The Adyar river forms a tidal creek just before it enters the Bay of Bengal. The creek and the estuary formed a great ecosystem for flora and fauna to flourish – until the city’s sewage and industrial effluence heavily contaminated it. Initiated by CAG and ordered by the High court, Ecological restoration projects undertaken by the Tamilnadu government about a decade ago led to the creation of the 58 acre Adyar Eco Park and the 300 acre Adyar estuary.
The park management currently only allow guided tours and we got around visiting the park today. For a ridiculously low entry ticket – 20 INR, you get to be amidst dense greenery. The tour is a guide-led walk around the man-made rainwater lake bordered by dense foliage and interspersed with rock art-work of insects, birds and reptiles
A really old Amman temple is left untouched. Fishermen and folks from the adjacent dwellings apparently visit it every Friday.

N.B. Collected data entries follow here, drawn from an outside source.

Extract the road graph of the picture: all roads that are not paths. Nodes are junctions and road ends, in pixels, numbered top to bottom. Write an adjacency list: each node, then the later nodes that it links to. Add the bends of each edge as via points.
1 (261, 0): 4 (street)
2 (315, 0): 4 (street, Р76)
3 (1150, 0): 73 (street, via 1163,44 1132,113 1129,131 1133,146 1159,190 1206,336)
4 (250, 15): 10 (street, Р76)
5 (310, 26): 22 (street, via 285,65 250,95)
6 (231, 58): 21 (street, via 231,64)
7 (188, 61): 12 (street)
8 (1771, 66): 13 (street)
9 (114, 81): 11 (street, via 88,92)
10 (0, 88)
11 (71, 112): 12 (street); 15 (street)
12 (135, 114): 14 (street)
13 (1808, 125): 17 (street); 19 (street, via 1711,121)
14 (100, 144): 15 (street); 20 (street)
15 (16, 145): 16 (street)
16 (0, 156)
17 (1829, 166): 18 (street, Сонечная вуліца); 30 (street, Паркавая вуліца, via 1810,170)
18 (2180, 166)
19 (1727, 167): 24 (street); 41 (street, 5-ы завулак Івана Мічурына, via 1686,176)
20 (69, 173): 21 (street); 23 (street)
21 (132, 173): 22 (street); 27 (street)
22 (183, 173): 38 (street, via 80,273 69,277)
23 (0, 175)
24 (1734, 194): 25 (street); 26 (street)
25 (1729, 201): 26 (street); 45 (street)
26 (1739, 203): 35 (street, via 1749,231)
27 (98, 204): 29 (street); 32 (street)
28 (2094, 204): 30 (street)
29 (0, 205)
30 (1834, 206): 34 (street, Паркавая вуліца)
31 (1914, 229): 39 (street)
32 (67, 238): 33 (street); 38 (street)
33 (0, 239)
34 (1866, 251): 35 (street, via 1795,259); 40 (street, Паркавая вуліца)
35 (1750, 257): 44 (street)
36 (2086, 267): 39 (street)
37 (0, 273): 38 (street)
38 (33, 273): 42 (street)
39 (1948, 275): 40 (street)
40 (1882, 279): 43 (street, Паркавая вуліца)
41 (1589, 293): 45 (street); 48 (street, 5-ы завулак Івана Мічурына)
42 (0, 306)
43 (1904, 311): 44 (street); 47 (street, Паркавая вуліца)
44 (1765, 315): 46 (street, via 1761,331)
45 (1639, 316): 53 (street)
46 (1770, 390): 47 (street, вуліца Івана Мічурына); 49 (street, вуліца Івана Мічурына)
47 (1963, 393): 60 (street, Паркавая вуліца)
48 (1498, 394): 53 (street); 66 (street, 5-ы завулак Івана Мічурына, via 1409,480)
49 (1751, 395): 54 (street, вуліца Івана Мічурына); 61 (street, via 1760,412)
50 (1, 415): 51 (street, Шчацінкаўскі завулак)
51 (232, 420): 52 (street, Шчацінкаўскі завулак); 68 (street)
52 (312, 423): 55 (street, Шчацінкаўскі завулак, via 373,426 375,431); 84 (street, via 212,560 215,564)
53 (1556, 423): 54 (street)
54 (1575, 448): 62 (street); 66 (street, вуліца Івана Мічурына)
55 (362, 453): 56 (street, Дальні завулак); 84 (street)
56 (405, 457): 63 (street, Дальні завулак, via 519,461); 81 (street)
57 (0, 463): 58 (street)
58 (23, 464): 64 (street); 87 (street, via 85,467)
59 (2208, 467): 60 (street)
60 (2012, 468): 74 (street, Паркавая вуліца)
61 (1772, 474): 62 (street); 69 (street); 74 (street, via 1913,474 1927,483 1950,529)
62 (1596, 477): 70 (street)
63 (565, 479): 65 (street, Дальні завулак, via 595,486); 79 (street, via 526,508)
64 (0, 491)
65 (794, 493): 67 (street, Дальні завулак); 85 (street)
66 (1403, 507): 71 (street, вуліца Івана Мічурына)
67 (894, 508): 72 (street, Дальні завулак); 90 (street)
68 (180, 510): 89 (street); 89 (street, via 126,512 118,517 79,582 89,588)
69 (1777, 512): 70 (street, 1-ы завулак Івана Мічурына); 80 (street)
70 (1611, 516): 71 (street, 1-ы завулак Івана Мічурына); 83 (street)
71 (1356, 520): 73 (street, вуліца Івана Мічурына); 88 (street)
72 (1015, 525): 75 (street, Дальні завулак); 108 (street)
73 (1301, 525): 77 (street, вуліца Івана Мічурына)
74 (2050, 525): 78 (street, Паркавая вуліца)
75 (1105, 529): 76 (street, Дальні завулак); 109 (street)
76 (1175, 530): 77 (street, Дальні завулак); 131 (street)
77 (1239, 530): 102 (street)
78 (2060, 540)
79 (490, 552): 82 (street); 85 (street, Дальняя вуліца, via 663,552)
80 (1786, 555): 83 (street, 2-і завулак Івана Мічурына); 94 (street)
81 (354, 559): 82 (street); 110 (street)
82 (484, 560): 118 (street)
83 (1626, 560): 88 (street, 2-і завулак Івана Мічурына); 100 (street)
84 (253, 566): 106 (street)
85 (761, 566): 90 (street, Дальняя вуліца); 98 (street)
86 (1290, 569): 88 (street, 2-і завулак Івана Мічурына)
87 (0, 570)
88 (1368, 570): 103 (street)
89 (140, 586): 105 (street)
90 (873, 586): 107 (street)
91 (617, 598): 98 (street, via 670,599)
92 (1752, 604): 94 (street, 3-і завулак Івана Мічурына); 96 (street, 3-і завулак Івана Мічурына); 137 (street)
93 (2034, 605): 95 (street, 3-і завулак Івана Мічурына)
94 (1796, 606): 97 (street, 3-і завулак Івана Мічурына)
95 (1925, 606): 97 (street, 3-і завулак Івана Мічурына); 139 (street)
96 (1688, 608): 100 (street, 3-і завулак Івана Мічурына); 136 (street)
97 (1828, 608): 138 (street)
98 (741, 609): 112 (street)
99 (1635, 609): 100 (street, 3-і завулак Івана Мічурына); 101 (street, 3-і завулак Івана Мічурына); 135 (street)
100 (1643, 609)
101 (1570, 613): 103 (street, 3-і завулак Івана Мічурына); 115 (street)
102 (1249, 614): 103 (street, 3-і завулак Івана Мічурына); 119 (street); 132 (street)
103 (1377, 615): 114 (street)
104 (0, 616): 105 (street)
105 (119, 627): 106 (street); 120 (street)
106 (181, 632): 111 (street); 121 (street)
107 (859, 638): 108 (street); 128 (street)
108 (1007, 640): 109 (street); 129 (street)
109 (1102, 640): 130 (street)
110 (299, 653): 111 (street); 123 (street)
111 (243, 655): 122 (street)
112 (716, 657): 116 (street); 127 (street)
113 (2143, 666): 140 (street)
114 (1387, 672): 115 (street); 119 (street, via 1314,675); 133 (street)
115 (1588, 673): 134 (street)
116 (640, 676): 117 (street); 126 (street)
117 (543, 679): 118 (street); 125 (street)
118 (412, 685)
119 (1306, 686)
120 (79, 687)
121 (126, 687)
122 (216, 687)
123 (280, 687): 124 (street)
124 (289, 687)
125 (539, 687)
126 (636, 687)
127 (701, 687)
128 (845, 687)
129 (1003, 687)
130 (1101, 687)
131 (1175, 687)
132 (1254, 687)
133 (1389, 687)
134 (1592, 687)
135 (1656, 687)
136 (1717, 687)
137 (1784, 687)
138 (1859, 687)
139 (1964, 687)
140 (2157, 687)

A narrow walkway segments the rain-water section of the park from the salt-water estuary. Mangroves lined along the creek and on the mini-islands provide just the right ecosystem and protection for the fishes, birds, turtles and reptiles.
A fabulous get-away right in the city and I really wish they allowed us to explore it by ourselves! Would make for a terrific run in the woods – Something so hard to find in Chennai.